On Tue, 21 Sep 2004, Philippe Caquant wrote:

> --- "H. S. Teoh" <[EMAIL PROTECTED]> wrote:
>
> Hi.
> >
> > What think ye of this idea? What kind of terms might
> > a language spoken
> > in a 4D world have, which we do not have? At least
> > one curious mind
> > thirsts to know. :-)
>
> Why, all spatial terms, of course (prepositions,
> adverbs...) I guess one has to consider the relation
> between a cube and hypercube, for ex. A cube has, let
> us see, 6 faces, 8 vertices, 12 edges. A hypercube (or
> a supercube, as Gamow says) has 24 faces, 16 vertices
> and 32 edges (Gamow has drawn a nice 'supercube' on
> page 67 of "One, two, three... infinity", Dover Ed.).
> So the number of spatial words should be multiplied
> more or less in the same proportions. Instead of:
> before / behind / on the right side / on the left side
> / above / under, for ex, you should have 24 different
> words.
>
> Of course, if your original 3d-language already has
> specific words for "approaching from below while
> rotating anti-clockwise", then it will be a little
> harder in 4d.
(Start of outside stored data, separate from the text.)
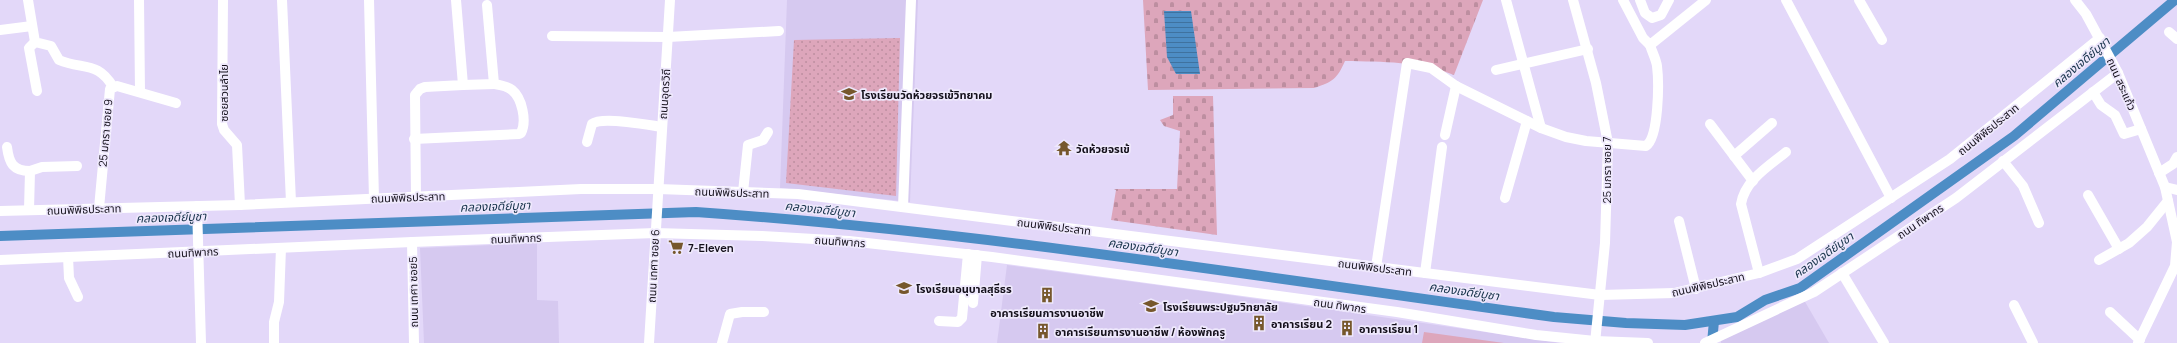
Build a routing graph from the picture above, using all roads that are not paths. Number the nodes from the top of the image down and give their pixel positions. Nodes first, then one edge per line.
1 (28, 0) edge
2 (139, 0) edge
3 (223, 0) edge
4 (282, 0) edge
5 (369, 0) edge
6 (456, 0) edge
7 (670, 0) edge
8 (911, 0) edge
9 (1506, 0) edge
10 (1573, 0) edge
11 (1623, 0) edge
12 (1640, 0) edge
13 (1669, 0) edge
14 (1706, 0) edge
15 (1786, 0) edge
16 (1859, 0) edge
17 (2075, 0) edge
18 (487, 4) dead end
19 (32, 26) junction
20 (0, 30) edge
21 (778, 31) dead end
22 (2169, 32) dead end
23 (552, 36) dead end
24 (668, 37) junction
25 (2177, 39) edge
26 (1882, 40) dead end
27 (35, 42) junction
28 (2102, 42) junction
29 (1650, 45) junction
30 (1588, 49) junction
31 (1523, 64) junction
32 (1496, 70) dead end
33 (2116, 70) junction
34 (494, 84) junction
35 (463, 85) junction
36 (1456, 86) junction
37 (113, 87) junction
38 (37, 91) dead end
39 (140, 92) junction
40 (2093, 92) junction
41 (176, 103) dead end
42 (1527, 121) junction
43 (1772, 123) dead end
44 (1710, 124) dead end
45 (662, 127) junction
46 (1541, 128) junction
47 (2141, 129) junction
48 (768, 132) dead end
49 (1445, 135) dead end
50 (414, 139) junction
51 (587, 142) dead end
52 (1608, 143) junction
53 (7, 147) dead end
54 (1442, 147) dead end
55 (1786, 152) dead end
56 (1734, 156) junction
57 (2177, 157) edge
58 (2003, 161) junction
59 (77, 166) dead end
60 (30, 171) junction
61 (2159, 173) junction
62 (1753, 180) junction
63 (2166, 187) junction
64 (658, 189) junction
65 (2177, 190) edge
66 (743, 192) junction
67 (2088, 195) dead end
68 (416, 197) junction
69 (1505, 198) dead end
70 (1891, 198) junction
71 (374, 199) junction
72 (2168, 201) junction
73 (291, 202) junction
74 (240, 205) junction
75 (903, 207) junction
76 (99, 208) junction
77 (2, 210) edge
78 (29, 210) junction
79 (197, 210) junction
80 (1679, 221) dead end
81 (2039, 222) dead end
82 (655, 233) junction
83 (412, 242) junction
84 (198, 247) junction
85 (281, 248) junction
86 (2118, 249) junction
87 (973, 255) junction
88 (68, 257) junction
89 (0, 260) edge
90 (2099, 260) dead end
91 (1032, 262) joint
92 (1376, 267) junction
93 (1759, 273) junction
94 (1842, 273) junction
95 (1425, 274) junction
96 (1696, 288) junction
97 (78, 297) dead end
98 (1599, 299) junction
99 (973, 303) dead end
100 (2014, 305) dead end
101 (764, 312) dead end
102 (2110, 312) dead end
103 (939, 321) dead end
104 (1595, 339) edge
105 (2139, 341) edge
106 (201, 343) edge
107 (274, 343) edge
108 (414, 343) edge
109 (649, 343) edge
110 (722, 343) edge
111 (1648, 343) edge
112 (1705, 343) edge
113 (1884, 343) edge
114 (2033, 343) edge

1 - 19 street
2 - 39 street
3 - 74 street, ซอยสวนลำไย
4 - 73 street
5 - 71 street
6 - 35 street
7 - 24 street, ถนนอุดรวิถี
8 - 75 street
9 - 31 street
10 - 30 street, 25 มกรา ซอย 7
11 - 29 street
12 - 13 street
14 - 29 street
15 - 70 street
16 - 26 street
17 - 28 street, ถนน สระแก้ว
18 - 34 street
19 - 20 street
19 - 27 street
21 - 24 street
22 - 25 street
23 - 24 street
24 - 45 street, ถนนอุดรวิถี
27 - 37 street
27 - 38 street
28 - 33 street, ถนน สระแก้ว
28 - 70 street, ถนนพิพิธประสาท
29 - 52 street
30 - 31 street
30 - 52 street, 25 มกรา ซอย 7
31 - 32 street
31 - 46 street
33 - 40 street, ถนน ทิพากร
33 - 47 street, ถนน สระแก้ว
34 - 35 street
34 - 50 street
35 - 50 street
36 - 42 street
36 - 49 street
36 - 92 street
37 - 39 street, 25 มกรา ซอย 9
37 - 76 street, 25 มกรา ซอย 9
39 - 41 street, 25 มกรา ซอย 9
40 - 47 street
40 - 58 street, ถนน ทิพากร
42 - 46 street
42 - 69 street
43 - 56 street
44 - 56 street
45 - 51 street
45 - 64 street, ถนนอุดรวิถี
46 - 52 street
47 - 61 street, ถนน สระแก้ว
48 - 66 street
50 - 68 street
52 - 98 street, 25 มกรา ซอย 7
53 - 60 street
54 - 95 street
55 - 62 street
56 - 62 street
57 - 61 street
58 - 81 street
58 - 94 street, ถนน ทิพากร
59 - 60 street
60 - 78 street
61 - 63 street, ถนน สระแก้ว
62 - 93 street
63 - 65 street
63 - 72 street, ถนน สระแก้ว
64 - 66 street, ถนนพิพิธประสาท
64 - 68 street, ถนนพิพิธประสาท
64 - 82 street, ถนน เทศา ซอย 6
66 - 75 street, ถนนพิพิธประสาท
67 - 86 street
68 - 71 street, ถนนพิพิธประสาท
70 - 93 street, ถนนพิพิธประสาท
71 - 73 street, ถนนพิพิธประสาท
72 - 86 street
72 - 105 street, ถนน สระแก้ว
73 - 74 street, ถนนพิพิธประสาท
74 - 79 street, ถนนพิพิธประสาท
75 - 92 street, ถนนพิพิธประสาท
76 - 78 street, ถนนพิพิธประสาท
76 - 79 street, ถนนพิพิธประสาท
77 - 78 street, ถนนพิพิธประสาท
79 - 84 street
80 - 96 street
82 - 83 street, ถนนทิพากร
82 - 87 street, ถนนทิพากร
82 - 109 street, ถนน เทศา ซอย 6
83 - 85 street, ถนนทิพากร
83 - 108 street, ถนน เทศา ซอย5
84 - 85 street, ถนนทิพากร
84 - 88 street, ถนนทิพากร
84 - 106 street
85 - 107 street
86 - 90 street
87 - 91 street, ถนนทิพากร
87 - 99 street
87 - 103 street
88 - 89 street, ถนนทิพากร
88 - 97 street
91 - 104 street, ถนน ทิพากร
92 - 95 street, ถนนพิพิธประสาท
93 - 96 street, ถนนพิพิธประสาท
94 - 112 street, ถนน ทิพากร
94 - 113 street
95 - 98 street, ถนนพิพิธประสาท
96 - 98 street, ถนนพิพิธประสาท
98 - 104 street, 25 มกรา ซอย 7
100 - 114 street
101 - 110 street
102 - 105 street
104 - 111 street, ถนน ทิพากร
Good luck.

Don't forget also, that strange things can happen in the world of
4-dimensional geometry: there are no such things as knotted strings,
but you can tie spheres into knots... Klein bottles also live in this
world.

Prepositions will be strange: in/out/etc. will have to have new meanings,
and new prepositions: if you tie a rope "around" something then do you
also tie a sphere "around" something?

Do the people live on the "surface" of a hypersphere?  What do they
look like?

Sorry I can't say more, but my brain is already falling apart trying to
visualize this stuff.

--Apollo

PS
A useful trick that I use when I try to visualize 4-dimensional geometry
is to imagine objects in 3-space but with color (say running from red to
blue) where the color indicates location in 4-space.  This means that
if two things are colored differently, they don't actually intersect.
Thus it is clear that there are no knotted strings in 4-space, as you
can take a string (say red) and push a bit of it until it is blue and
then the blue part can cross any red parts, unknotting the string easily.
(Easier to see with a picture...)


________________________________________________________________________
________________________________________________________________________

Message: 9         
   Date: Tue, 21 Sep 2004 16:57:04 -0700
   From: "H. S. Teoh" <[EMAIL PROTECTED]>
Subject: Re: I'm back!

On Tue, Sep 21, 2004 at 03:37:43PM -0700, Apollo Hogan wrote:
[...]
> Don't forget also, that strange things can happen in the world of
> 4-dimensional geometry: there are no such things as knotted strings,
> but you can tie spheres into knots... Klein bottles also live in this
> world.

Ah yes. I've been waiting to train my mind enough that I can "see" a
Klein bottle. I think they're the coolest thing ever! :-)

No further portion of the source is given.